EXERCISE REQUIREMENTS: Count how many lines of the material hold "stream". Respond with that number alone.

SUPPLIED MATERIAL:
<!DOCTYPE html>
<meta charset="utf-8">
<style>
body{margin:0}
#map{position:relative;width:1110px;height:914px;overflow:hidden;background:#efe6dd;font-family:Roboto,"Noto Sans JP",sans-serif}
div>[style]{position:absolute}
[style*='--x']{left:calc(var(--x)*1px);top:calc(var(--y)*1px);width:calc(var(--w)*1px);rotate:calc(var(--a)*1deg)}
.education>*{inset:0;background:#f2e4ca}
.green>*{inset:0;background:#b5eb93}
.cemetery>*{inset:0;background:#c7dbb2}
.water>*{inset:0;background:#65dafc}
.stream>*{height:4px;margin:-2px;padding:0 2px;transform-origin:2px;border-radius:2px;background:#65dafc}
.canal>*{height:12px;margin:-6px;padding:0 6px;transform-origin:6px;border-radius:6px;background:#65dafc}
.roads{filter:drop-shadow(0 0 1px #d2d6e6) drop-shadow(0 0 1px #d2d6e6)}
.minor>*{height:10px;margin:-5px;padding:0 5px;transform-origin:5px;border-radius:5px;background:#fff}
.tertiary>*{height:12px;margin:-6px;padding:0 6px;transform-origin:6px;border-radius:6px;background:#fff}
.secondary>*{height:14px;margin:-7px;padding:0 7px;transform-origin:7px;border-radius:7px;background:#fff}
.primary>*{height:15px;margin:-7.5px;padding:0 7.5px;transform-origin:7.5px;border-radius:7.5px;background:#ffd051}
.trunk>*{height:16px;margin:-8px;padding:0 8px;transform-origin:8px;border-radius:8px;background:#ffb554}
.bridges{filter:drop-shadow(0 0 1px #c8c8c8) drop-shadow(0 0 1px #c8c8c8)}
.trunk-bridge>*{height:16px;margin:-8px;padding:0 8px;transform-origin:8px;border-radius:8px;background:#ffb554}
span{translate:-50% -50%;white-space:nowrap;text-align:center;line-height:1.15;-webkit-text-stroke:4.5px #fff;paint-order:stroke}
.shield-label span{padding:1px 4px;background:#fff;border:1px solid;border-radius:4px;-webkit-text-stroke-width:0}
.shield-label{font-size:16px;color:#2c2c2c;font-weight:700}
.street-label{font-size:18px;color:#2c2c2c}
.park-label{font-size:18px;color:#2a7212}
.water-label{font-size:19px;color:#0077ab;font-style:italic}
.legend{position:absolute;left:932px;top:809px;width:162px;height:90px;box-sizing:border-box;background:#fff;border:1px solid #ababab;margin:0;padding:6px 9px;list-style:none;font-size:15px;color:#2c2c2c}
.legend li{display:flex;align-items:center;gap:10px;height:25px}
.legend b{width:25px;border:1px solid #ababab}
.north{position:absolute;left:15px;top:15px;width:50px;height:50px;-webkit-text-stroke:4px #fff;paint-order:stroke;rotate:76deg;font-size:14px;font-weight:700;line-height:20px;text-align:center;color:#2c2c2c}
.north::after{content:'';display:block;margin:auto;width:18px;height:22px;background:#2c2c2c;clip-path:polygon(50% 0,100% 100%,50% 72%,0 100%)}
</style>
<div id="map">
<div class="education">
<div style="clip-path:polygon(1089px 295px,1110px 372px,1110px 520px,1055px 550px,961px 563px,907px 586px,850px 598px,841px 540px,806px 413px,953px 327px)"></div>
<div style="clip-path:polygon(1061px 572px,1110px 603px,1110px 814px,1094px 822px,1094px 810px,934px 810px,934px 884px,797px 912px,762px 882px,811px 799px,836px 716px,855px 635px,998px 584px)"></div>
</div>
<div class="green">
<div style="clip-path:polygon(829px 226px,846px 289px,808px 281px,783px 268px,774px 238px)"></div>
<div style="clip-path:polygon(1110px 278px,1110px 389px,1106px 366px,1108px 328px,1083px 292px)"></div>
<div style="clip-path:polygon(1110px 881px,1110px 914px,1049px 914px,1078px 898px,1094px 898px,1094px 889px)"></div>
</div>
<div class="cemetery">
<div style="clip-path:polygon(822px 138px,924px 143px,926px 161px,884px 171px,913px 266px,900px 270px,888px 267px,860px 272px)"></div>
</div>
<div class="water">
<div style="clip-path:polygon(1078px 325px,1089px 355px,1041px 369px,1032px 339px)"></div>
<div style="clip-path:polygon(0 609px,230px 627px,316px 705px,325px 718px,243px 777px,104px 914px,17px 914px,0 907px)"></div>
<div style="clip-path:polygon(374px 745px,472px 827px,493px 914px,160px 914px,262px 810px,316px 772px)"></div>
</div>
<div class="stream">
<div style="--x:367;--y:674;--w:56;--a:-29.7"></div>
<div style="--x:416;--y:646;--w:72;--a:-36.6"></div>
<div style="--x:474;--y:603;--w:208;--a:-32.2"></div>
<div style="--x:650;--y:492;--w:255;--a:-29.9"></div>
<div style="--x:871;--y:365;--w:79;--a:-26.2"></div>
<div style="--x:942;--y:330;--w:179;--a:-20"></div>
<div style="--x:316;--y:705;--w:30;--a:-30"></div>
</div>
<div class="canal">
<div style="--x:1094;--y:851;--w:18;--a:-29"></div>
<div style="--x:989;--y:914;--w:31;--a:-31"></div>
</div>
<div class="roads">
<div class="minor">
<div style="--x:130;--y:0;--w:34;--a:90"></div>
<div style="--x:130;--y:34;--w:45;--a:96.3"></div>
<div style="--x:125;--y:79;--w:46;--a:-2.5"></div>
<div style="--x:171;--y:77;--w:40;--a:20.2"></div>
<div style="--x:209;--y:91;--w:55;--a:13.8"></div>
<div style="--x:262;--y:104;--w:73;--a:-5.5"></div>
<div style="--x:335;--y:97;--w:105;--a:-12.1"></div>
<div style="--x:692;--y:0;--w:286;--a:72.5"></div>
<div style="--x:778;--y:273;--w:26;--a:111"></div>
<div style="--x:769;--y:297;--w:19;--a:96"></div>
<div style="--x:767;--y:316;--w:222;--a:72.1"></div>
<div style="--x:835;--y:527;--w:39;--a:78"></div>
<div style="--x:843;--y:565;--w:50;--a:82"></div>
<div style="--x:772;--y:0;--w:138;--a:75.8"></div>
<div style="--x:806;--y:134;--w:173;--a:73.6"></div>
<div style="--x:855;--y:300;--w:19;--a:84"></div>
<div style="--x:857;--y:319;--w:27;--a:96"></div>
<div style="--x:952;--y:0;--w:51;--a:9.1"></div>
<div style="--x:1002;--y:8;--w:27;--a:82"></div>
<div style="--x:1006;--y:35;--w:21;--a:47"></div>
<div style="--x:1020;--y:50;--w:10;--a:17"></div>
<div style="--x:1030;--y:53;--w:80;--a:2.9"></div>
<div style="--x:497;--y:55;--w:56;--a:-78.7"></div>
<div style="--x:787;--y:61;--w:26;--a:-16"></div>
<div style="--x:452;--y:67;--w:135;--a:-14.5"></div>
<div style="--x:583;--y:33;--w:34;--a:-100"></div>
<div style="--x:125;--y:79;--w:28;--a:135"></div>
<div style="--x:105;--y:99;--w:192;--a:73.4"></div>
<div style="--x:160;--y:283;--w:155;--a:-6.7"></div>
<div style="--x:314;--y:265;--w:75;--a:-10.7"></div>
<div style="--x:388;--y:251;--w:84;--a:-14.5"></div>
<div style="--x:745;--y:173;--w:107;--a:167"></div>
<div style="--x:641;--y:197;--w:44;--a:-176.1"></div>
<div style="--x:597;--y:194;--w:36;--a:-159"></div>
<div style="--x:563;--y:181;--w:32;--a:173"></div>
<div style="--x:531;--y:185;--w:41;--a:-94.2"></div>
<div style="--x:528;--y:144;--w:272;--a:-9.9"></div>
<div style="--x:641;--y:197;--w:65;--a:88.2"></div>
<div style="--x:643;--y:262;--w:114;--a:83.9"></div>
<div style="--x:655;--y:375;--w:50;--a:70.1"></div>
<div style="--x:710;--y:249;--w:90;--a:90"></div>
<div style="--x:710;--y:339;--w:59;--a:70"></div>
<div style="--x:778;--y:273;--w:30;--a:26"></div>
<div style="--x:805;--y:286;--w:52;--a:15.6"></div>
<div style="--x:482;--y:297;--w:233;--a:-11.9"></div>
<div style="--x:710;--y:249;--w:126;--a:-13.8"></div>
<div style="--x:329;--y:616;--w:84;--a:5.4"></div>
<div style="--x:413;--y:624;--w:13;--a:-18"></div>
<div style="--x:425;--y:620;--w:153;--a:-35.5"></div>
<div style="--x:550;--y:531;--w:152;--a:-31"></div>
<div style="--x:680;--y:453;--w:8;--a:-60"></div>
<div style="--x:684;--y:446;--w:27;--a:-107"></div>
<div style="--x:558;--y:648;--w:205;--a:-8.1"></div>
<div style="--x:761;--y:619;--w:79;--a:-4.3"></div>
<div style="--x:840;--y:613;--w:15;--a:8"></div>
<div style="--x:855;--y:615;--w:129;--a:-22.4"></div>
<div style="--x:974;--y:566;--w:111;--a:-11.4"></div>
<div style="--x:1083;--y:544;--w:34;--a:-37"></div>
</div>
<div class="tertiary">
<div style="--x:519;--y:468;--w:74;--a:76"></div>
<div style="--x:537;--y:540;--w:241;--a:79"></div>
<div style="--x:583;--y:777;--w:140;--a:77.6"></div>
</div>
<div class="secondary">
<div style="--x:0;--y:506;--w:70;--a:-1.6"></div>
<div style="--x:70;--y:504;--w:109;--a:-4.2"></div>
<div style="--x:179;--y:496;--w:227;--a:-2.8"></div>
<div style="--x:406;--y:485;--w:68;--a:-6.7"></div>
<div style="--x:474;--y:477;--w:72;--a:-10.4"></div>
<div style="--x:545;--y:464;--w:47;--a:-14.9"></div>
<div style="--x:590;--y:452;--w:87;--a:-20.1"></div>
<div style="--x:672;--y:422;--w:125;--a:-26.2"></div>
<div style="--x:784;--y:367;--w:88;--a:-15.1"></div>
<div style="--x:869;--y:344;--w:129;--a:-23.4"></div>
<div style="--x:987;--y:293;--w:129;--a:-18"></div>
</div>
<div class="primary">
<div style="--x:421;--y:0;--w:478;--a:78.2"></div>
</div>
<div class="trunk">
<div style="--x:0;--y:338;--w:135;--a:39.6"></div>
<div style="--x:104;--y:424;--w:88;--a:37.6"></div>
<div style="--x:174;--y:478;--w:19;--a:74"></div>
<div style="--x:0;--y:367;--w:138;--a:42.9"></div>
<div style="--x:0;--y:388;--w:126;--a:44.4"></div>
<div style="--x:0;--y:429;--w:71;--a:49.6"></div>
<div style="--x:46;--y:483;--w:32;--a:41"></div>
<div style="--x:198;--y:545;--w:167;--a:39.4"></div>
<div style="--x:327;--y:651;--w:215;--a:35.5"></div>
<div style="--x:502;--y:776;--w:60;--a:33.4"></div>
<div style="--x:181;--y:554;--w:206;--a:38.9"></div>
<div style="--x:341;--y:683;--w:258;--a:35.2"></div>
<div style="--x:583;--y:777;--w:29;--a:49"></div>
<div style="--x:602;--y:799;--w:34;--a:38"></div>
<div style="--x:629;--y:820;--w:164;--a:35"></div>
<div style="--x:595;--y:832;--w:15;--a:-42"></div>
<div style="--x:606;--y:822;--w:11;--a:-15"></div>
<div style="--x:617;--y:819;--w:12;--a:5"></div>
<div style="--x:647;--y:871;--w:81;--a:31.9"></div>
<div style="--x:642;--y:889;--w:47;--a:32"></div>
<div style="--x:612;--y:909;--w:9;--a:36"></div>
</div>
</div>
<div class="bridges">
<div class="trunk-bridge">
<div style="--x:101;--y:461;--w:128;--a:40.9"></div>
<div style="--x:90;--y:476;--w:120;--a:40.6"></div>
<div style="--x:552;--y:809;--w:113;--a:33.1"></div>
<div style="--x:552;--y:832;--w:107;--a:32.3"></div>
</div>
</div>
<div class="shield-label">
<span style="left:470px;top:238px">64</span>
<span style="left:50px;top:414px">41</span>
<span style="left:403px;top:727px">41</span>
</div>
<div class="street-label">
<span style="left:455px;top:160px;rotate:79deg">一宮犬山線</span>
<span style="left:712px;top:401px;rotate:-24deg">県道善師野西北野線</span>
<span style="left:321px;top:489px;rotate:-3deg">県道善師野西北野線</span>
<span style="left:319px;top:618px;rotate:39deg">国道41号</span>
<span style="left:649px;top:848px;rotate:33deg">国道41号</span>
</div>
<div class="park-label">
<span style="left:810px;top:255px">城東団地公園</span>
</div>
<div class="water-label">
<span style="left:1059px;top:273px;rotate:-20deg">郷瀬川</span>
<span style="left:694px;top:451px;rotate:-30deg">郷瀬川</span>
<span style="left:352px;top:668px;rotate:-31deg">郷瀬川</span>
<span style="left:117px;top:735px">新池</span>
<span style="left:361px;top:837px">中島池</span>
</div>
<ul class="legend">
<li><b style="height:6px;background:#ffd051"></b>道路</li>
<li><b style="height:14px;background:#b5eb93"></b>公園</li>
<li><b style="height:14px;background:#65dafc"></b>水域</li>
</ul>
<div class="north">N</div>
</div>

RESPONSE TO THE EXERCISE: 2